The Bag-of-Words (BoW) model is a simple yet powerful way to represent text data for machine learning. However, it has a significant limitation: it ignores word order. For example, "it's bad, not good at all" and "it's good, not bad at all" would have identical BoW representations despite their opposite meanings. This is where n-grams come into play.

### Capturing Context with n-Grams

To capture more context, we can extend the BoW model to consider sequences of words:
- **Bigrams**: Pairs of consecutive words.
- **Trigrams**: Triplets of consecutive words.
- **n-Grams**: Sequences of 'n' consecutive words.

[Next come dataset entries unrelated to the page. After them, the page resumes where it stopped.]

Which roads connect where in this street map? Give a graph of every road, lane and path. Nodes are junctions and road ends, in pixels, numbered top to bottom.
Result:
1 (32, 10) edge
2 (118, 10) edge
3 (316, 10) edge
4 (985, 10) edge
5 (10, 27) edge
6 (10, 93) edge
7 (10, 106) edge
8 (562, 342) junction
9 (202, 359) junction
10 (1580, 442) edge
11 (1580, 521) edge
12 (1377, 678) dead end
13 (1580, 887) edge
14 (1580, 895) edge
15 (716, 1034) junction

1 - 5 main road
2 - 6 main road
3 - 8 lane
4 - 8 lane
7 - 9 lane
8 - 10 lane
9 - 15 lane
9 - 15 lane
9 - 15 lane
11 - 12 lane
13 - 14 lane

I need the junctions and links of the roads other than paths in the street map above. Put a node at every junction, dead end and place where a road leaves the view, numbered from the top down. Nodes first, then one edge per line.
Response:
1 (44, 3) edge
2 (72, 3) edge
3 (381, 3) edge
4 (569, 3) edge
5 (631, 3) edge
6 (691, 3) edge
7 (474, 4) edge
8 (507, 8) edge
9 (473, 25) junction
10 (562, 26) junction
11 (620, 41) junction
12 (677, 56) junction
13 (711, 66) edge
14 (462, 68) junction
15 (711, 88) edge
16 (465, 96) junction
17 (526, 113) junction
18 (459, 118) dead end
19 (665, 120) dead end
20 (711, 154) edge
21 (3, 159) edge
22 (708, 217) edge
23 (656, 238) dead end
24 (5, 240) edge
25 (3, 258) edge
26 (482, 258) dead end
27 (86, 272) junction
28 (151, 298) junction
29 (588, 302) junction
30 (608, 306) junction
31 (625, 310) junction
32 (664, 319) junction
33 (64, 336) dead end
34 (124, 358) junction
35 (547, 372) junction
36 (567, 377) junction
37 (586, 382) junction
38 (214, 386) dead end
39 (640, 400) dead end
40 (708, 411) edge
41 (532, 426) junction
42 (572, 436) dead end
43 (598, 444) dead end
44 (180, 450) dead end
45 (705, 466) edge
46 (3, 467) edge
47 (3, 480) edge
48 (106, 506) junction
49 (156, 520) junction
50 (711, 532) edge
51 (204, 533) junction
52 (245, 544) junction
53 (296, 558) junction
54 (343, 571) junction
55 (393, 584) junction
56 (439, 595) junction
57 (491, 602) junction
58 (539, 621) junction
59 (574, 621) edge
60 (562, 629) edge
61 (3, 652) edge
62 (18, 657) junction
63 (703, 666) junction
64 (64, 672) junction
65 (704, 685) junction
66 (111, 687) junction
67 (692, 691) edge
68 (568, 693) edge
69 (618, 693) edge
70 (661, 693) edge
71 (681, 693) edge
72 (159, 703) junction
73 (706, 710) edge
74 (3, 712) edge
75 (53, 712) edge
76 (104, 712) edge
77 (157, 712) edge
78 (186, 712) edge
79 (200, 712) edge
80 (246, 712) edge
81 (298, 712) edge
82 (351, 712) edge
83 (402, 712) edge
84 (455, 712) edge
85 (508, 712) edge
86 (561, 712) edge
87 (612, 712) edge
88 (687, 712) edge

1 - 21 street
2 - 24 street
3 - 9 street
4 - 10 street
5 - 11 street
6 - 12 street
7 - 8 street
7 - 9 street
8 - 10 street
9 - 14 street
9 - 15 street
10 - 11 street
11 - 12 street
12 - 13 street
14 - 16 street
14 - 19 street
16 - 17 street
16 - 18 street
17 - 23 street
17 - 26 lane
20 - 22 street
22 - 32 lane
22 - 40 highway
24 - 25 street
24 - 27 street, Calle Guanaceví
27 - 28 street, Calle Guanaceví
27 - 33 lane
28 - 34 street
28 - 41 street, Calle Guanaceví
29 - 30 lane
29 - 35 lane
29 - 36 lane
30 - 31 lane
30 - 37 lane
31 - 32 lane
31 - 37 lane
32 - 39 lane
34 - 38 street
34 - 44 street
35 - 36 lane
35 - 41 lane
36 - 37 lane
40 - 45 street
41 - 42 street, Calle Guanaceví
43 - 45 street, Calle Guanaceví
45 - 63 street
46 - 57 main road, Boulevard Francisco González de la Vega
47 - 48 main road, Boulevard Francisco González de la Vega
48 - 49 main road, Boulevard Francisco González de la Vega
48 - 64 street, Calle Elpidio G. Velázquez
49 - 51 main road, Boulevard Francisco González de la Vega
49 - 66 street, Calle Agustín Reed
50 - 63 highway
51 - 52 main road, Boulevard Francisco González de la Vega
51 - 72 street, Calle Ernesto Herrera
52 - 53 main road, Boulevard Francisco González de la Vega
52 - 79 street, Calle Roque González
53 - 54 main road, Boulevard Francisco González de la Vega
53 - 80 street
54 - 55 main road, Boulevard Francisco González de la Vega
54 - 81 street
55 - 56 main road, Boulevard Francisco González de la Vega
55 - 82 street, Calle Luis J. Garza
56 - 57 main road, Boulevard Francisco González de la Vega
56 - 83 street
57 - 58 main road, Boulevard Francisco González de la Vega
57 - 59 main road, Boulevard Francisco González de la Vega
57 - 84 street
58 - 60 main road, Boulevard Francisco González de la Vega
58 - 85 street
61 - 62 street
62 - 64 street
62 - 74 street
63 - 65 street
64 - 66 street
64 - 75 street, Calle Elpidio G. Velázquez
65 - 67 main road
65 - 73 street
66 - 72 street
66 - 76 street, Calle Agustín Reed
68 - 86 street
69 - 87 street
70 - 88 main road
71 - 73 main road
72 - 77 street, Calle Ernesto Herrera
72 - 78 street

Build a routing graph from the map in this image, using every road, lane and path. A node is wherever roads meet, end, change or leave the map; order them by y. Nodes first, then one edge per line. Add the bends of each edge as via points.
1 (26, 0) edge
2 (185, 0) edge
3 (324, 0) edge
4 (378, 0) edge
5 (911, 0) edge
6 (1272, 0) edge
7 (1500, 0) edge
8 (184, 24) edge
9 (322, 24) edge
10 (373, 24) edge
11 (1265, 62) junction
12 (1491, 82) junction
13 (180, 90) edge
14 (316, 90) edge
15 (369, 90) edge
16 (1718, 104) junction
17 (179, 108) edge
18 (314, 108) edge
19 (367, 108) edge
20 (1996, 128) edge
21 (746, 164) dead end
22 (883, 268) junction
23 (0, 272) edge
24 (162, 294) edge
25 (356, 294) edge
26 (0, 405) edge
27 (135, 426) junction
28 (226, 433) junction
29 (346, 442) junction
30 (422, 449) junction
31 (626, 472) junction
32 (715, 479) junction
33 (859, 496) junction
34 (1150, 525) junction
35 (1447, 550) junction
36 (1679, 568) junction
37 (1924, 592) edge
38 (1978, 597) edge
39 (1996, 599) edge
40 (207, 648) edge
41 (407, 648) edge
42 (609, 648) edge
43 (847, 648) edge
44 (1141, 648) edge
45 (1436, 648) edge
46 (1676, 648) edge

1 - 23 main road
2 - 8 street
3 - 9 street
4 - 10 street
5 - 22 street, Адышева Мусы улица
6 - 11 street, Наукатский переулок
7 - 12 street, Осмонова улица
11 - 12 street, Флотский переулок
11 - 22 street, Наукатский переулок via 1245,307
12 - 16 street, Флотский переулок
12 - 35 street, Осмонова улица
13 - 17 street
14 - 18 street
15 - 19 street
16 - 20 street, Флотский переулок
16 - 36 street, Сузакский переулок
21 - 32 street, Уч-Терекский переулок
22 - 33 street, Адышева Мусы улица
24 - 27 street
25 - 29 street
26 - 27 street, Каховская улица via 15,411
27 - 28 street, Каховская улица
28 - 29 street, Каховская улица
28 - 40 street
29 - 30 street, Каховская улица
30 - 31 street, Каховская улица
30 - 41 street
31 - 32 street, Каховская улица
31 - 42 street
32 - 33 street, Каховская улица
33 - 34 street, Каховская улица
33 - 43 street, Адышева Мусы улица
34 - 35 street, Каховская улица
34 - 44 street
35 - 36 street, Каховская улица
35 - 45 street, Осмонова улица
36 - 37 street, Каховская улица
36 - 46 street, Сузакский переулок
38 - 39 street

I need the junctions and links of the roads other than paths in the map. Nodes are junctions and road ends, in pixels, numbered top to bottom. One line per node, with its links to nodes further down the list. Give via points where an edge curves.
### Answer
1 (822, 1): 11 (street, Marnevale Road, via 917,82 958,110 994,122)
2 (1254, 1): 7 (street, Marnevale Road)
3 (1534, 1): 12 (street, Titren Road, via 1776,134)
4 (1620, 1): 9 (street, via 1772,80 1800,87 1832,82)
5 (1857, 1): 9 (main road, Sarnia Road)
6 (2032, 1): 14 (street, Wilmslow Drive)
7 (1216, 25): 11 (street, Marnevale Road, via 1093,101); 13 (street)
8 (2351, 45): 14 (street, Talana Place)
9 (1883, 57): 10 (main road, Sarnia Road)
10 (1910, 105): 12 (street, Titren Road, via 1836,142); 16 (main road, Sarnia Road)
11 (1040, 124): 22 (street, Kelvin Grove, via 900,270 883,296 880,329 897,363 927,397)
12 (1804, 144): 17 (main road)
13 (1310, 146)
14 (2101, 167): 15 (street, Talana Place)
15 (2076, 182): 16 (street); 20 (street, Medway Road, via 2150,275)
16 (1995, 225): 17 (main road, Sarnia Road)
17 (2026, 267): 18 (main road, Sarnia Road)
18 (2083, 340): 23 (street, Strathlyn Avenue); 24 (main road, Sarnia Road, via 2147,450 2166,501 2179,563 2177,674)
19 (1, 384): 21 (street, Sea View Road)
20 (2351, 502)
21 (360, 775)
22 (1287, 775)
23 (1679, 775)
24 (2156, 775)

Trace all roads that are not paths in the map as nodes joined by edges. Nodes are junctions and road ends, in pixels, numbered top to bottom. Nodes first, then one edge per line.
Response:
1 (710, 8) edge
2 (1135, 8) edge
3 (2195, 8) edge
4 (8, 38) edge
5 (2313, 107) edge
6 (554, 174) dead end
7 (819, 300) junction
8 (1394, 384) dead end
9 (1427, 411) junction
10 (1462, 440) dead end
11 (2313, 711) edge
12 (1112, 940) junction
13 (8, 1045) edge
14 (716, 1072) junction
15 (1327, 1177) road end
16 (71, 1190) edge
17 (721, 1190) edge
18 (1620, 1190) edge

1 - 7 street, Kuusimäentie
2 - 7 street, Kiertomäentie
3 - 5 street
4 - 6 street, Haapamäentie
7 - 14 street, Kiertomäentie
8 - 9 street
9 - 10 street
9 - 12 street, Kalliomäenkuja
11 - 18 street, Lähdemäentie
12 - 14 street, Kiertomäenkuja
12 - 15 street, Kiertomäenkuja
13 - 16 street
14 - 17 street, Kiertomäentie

### Implementing n-Grams with CountVectorizer

The `CountVectorizer` and `TfidfVectorizer` classes in scikit-learn can be configured to use n-grams by setting the `ngram_range` parameter. Here's how you can do it:

In [None]:
from sklearn.feature_extraction.text import CountVectorizer

docs = ["Columbia, Missouri is known for its vibrant college town atmosphere.",
        "The University of Missouri in Columbia is a major research institution.",
        "Columbia's weather can be unpredictable, especially in spring."
        ]

# Unigrams (standard BoW)
uni_vectorizer = CountVectorizer(ngram_range=(1, 1), stop_words="english")
uni_matrix = uni_vectorizer.fit_transform(docs)
print("Unigram features:", uni_vectorizer.get_feature_names_out())

# Bigrams
bi_vectorizer = CountVectorizer(ngram_range=(2, 2), stop_words="english")
bi_matrix = bi_vectorizer.fit_transform(docs)
print("Bigram features:", bi_vectorizer.get_feature_names_out())

In [None]:
docs = ["Columbia, Missouri is known for its vibrant college town atmosphere.",
        "The University of Missouri in Columbia is a major research institution.",
        "Columbia's weather can be unpredictable, especially in spring."
        ]

vectorizer = CountVectorizer(ngram_range=(1, 1), stop_words = "english").fit(docs)
# ngram_rangetuple (min_n, max_n), default=(1, 1)
print(f"Vocabulary size: {vectorizer.vocabulary_}")
print(f"Vocabulary:")
print(vectorizer.get_feature_names_out())

ngram_words = vectorizer.transform(docs)
pd.DataFrame(ngram_words.toarray(), columns= vectorizer.get_feature_names_out())

In [None]:
from pprint import pprint
vectorizer = CountVectorizer(ngram_range=(2, 2), stop_words = "english").fit(docs)
print(f"Vocabulary size: {vectorizer.vocabulary_}")
print(f"Vocabulary:")
pprint(vectorizer.get_feature_names_out())

ngram_words = vectorizer.transform(docs)
pd.DataFrame(ngram_words.toarray(), columns= vectorizer.get_feature_names_out())

In [None]:
vectorizer = CountVectorizer(ngram_range=(1, 2), stop_words = "english").fit(docs)
print(f"Vocabulary size: {vectorizer.vocabulary_}")
print(f"Vocabulary:")
print(vectorizer.get_feature_names_out())

ngram_words = vectorizer.transform(docs)
pd.DataFrame(ngram_words.toarray(), columns= vectorizer.get_feature_names_out())

## Td-idf n-gram

In [None]:
docs = ["Columbia, Missouri is known for its vibrant college town atmosphere.",
        "The University of Missouri in Columbia is a major research institution.",
        "Columbia's weather can be unpredictable, especially in spring."]
vect = TfidfVectorizer(ngram_range=(1, 2), stop_words="english")
vect.fit(docs)
tfidf_words = vect.transform(docs)
df = pd.DataFrame(tfidf_words.toarray(), columns=vect.get_feature_names_out())
display(df.round(3))